Limit Your WiFi Signal Strength
When it comes to your business WiFi, a strong signal isn’t always a good thing. While you need your signal to be high enough for your employees and internal users to get their work done, you don’t want unauthorized users to have access to it. In terms of security, you should aim to provide sufficient WiFI coverage only to areas where it will be required. If your signal extends beyond the walls of your building and out into public areas, you may be putting your business at risk. People who might attempt to interfere with your wireless signal or break into your network will have access to your system.
Use Rogue Access Point Detection
Rogue wireless access points are unauthorized access points that have been installed onto a secure network. Rogue access points can interfere with the operation of your network and can cause damage in a variety of ways:
- Allow a hacker to initiate a “man-in-the-middle” attack
- Flood your network with useless data
- Send false SSIDS advertising attractive features
- Provide a way to steal company information
Obviously, this can pose a serious threat to your network security, so it is crucial that you have the right systems in place that will actively monitor your WLAN against these problems. There are a variety of ways that you can make it more difficult for a rogue to access your network, including changing your rogue classification rules and eliminating benign access points from your rouge list so that the actual rogues stand out.
Use Wireless Intrusion Prevention Systems
In order to keep your system safe, you can include a dedicated wireless intrusion prevention system (IPS) within your wireless security. These devices work by monitoring and detecting more nefarious and targeted WLAN attacks that use AP spoofing, packet floods, malicious broadcasts, and other techniques.

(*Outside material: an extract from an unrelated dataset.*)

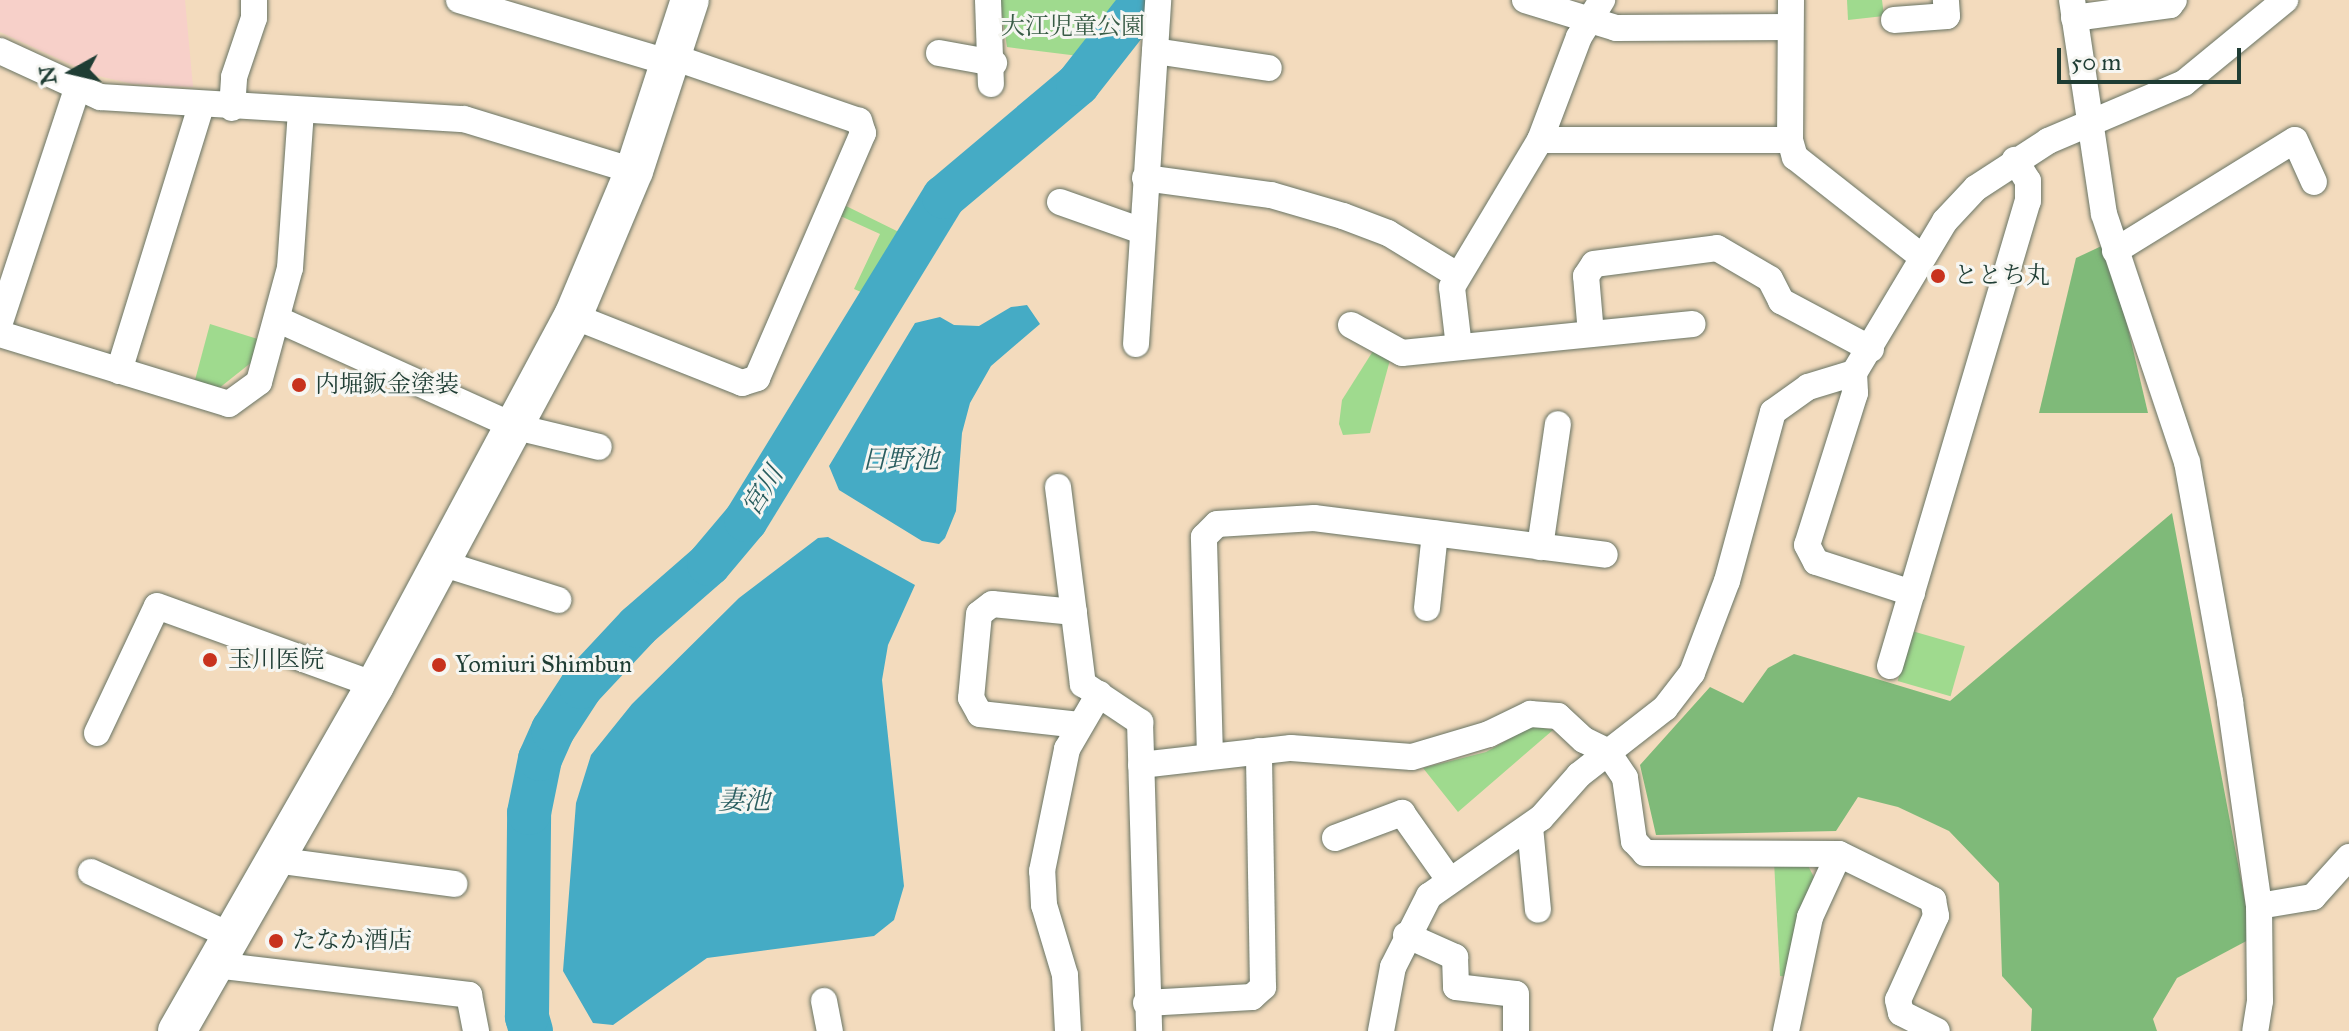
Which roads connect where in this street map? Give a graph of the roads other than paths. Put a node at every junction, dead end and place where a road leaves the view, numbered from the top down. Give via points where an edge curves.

Network intrusion prevention systems such as Snort are a preemptive approach to keeping a network secure, as it can identify potential threats and handle them quickly. Similar to intrusion detection, these systems monitor network traffic, but they also have the ability to take swift action against a possible exploit based on a set of rules that have been established by your network administrator.
Practice Mobile Device Management
Mobile device management (MDM) is a helpful security element that allows you to quarantine devices that aren’t up to your security standards. There are several benefits to mobile device management, all of which are based on protecting the integrity of your business network and the data that it houses, including:
The ability to track and monitor regulatory compliance initiatives
Remotely manage users and their devices, including the ability to remotely disable or disconnect unauthorized users
Centrally audit and control device updates
Extend the security protocols of your organization to protect the mobile devices on your network
The benefits of mobile device management give you the chance to accept mobile devices without worrying that your security or data will be compromised.
Support Legacy WiFi Devices
Not all of the mobile devices that attempt to use your network will be the latest technology. You need to keep in mind that some older devices won’t have the capabilities to meet your best practice implementation standards. For example, wireless printers may last for a long time, but as your network technology changes, they may no longer be supported. In situations where devices aren’t able to use the most secure form of WiFi encryption and authentication, it is in your best interest to place these devices onto their own virtual network.
Wireless networks are preferred by many businesses, as they allow for greater usage of mobile devices. However, in order to get the most out of these systems, it is important that they have proper security protocols in place.